- WORK ITEM:
In the entries below, every line that contains "dead" must be located and copied.

Stored data entries:
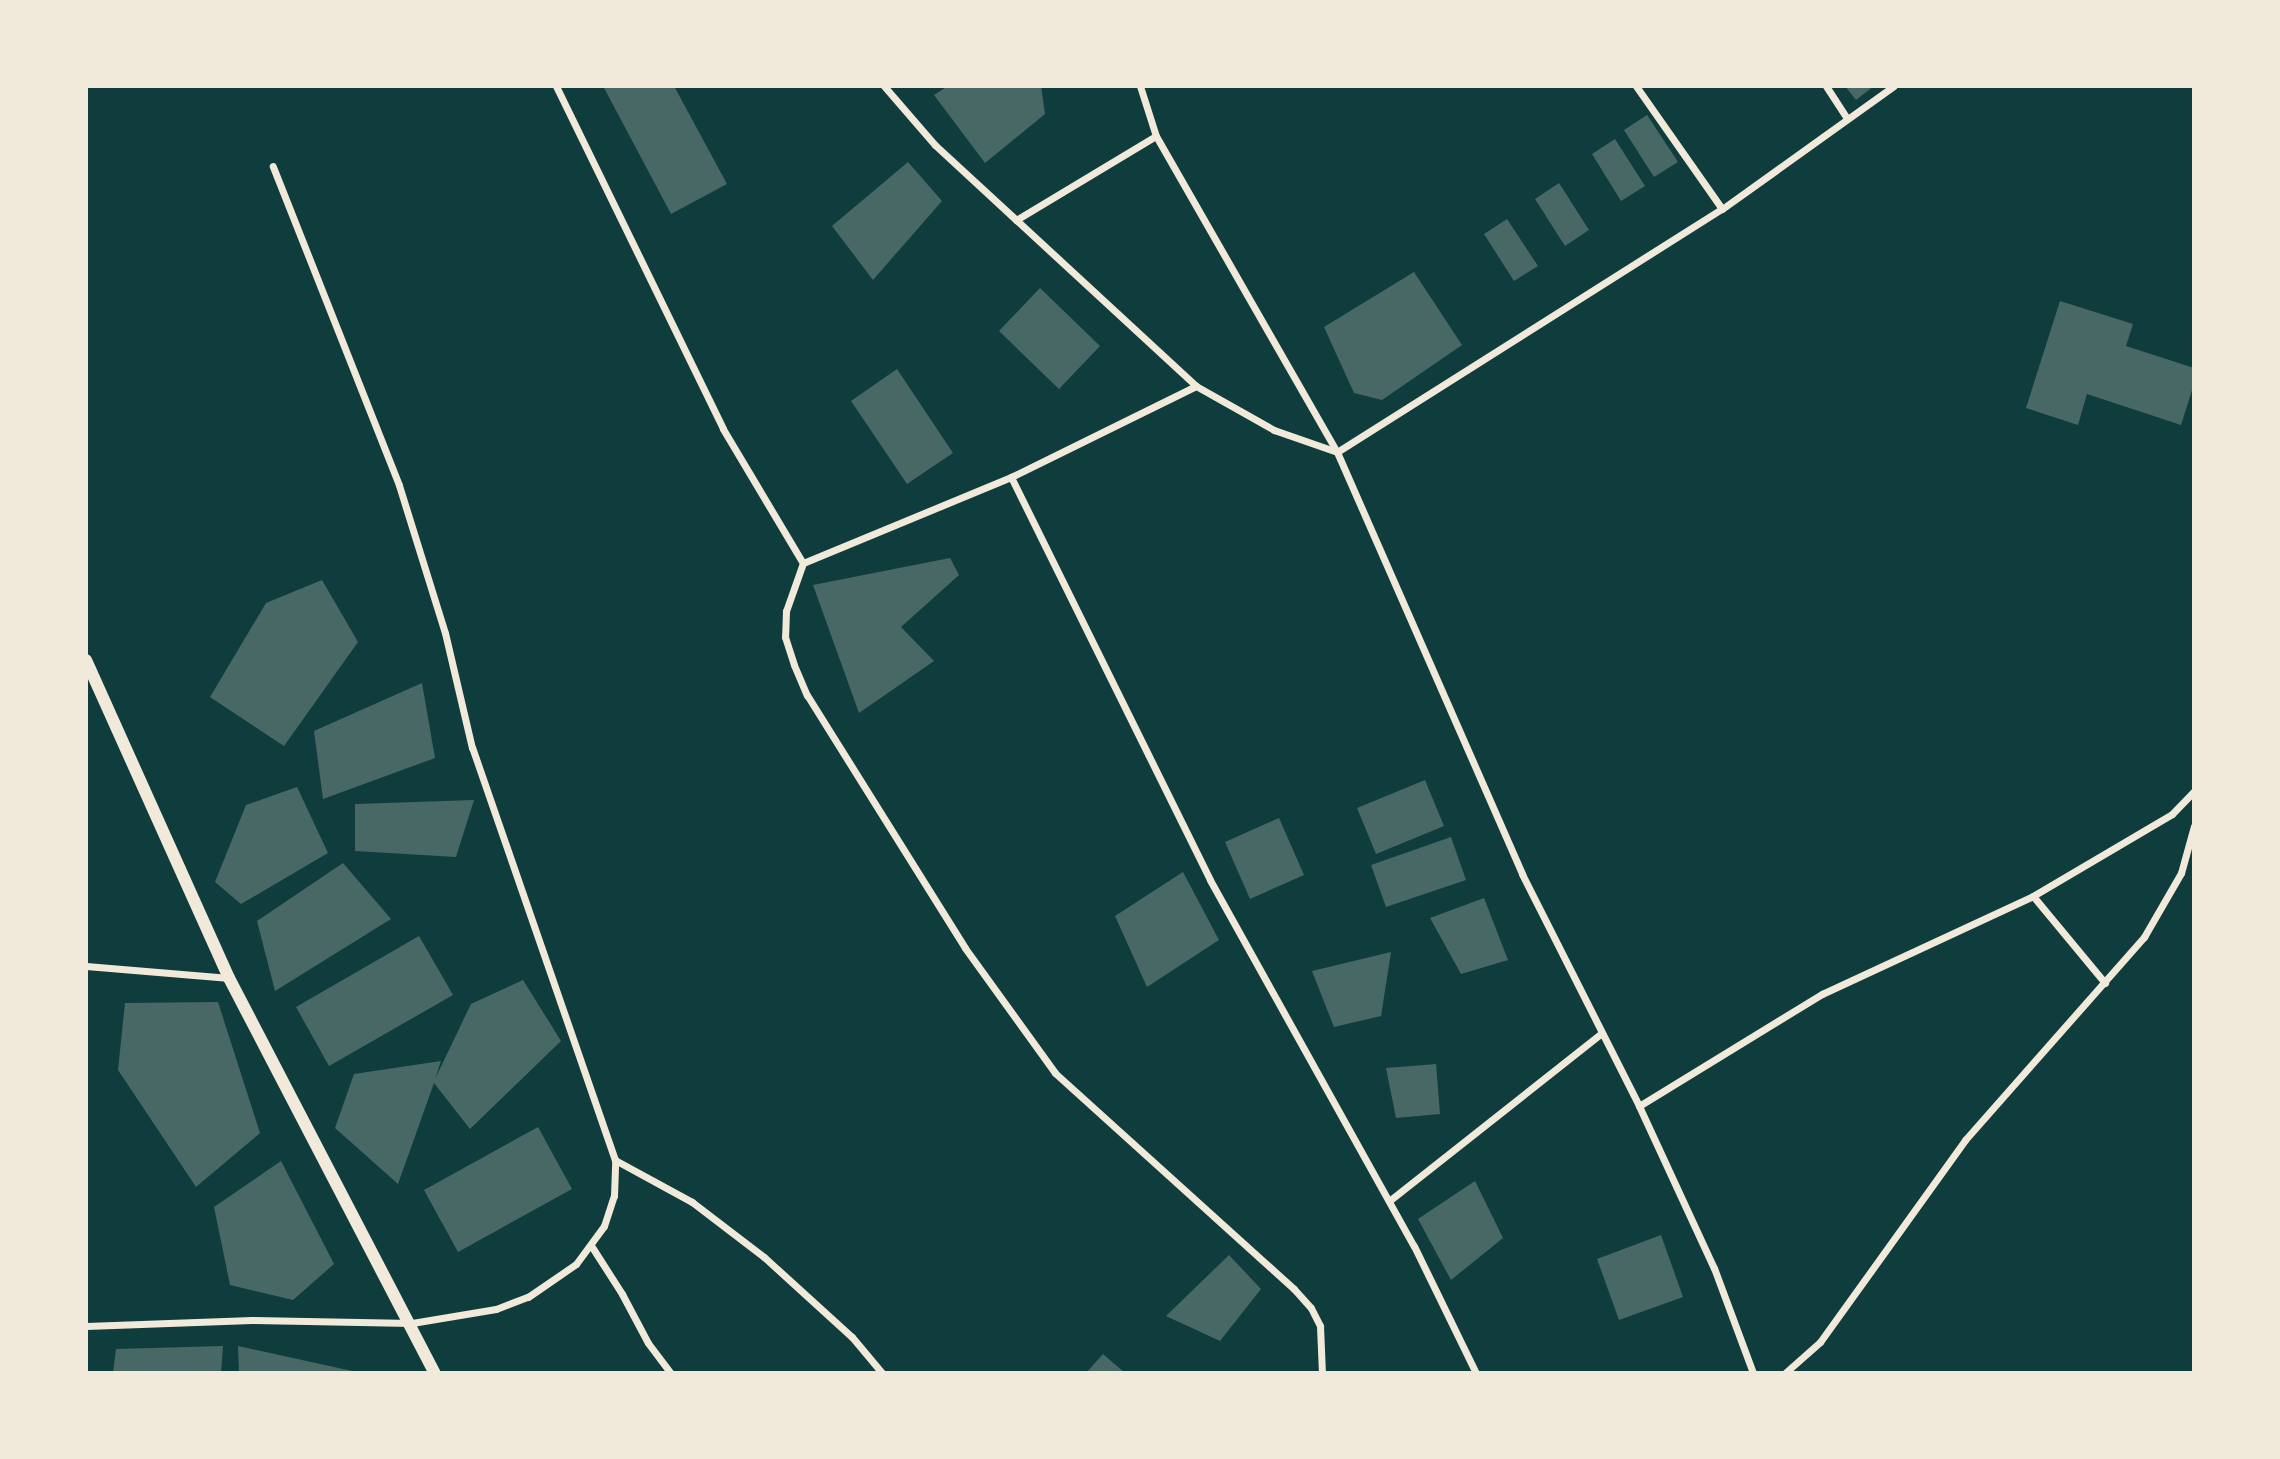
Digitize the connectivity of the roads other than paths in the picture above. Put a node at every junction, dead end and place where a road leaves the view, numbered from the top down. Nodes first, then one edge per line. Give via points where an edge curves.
1 (556, 86) edge
2 (884, 86) edge
3 (1140, 86) edge
4 (1636, 86) edge
5 (1826, 86) edge
6 (1894, 86) edge
7 (1847, 118) junction
8 (1156, 136) junction
9 (273, 166) dead end
10 (1721, 209) junction
11 (1016, 220) junction
12 (1196, 386) junction
13 (1336, 452) junction
14 (1011, 477) junction
15 (803, 564) junction
16 (86, 660) edge
17 (2194, 791) edge
18 (2194, 827) edge
19 (2033, 896) junction
20 (86, 966) edge
21 (229, 978) junction
22 (2105, 983) junction
23 (1602, 1033) junction
24 (1639, 1106) junction
25 (615, 1160) junction
26 (1389, 1201) junction
27 (592, 1247) junction
28 (412, 1323) junction
29 (86, 1325) edge
30 (435, 1373) edge
31 (671, 1373) edge
32 (883, 1373) edge
33 (1322, 1373) edge
34 (1476, 1373) edge
35 (1753, 1373) edge
36 (1785, 1373) edge

1 - 15 street via 723,429
2 - 11 street via 935,145
3 - 8 street
4 - 10 street
5 - 7 street
6 - 7 street
7 - 10 street
8 - 11 street
8 - 13 street
9 - 25 street via 399,485 445,633 472,748
10 - 13 street
11 - 12 street
12 - 13 street via 1274,430
12 - 14 street
13 - 23 street via 1522,874
14 - 15 street
14 - 26 street via 1210,880
15 - 33 street via 786,611 785,637 794,665 807,695 965,948 1055,1073 1311,1308 1320,1326
16 - 21 street
17 - 19 street via 2172,814
18 - 22 street via 2180,873 2144,937
19 - 22 street
19 - 24 street via 1822,994
20 - 21 street
21 - 28 street
22 - 36 street via 1965,1140 1820,1342
23 - 24 street
23 - 26 street
24 - 35 street via 1714,1268
25 - 27 street via 614,1196
25 - 32 street via 692,1202 764,1257 852,1337
26 - 34 street
27 - 28 street via 566,1272 528,1297 468,1315
27 - 31 street via 648,1343
28 - 29 street via 252,1320
28 - 30 street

- RESPONSE TO THE EXERCISE:
Digitize the connectivity of the roads other than paths in the picture above. Put a node at every junction, dead end and place where a road leaves the view, numbered from the top down. Nodes first, then one edge per line. Give via points where an edge curves.
9 (273, 166) dead end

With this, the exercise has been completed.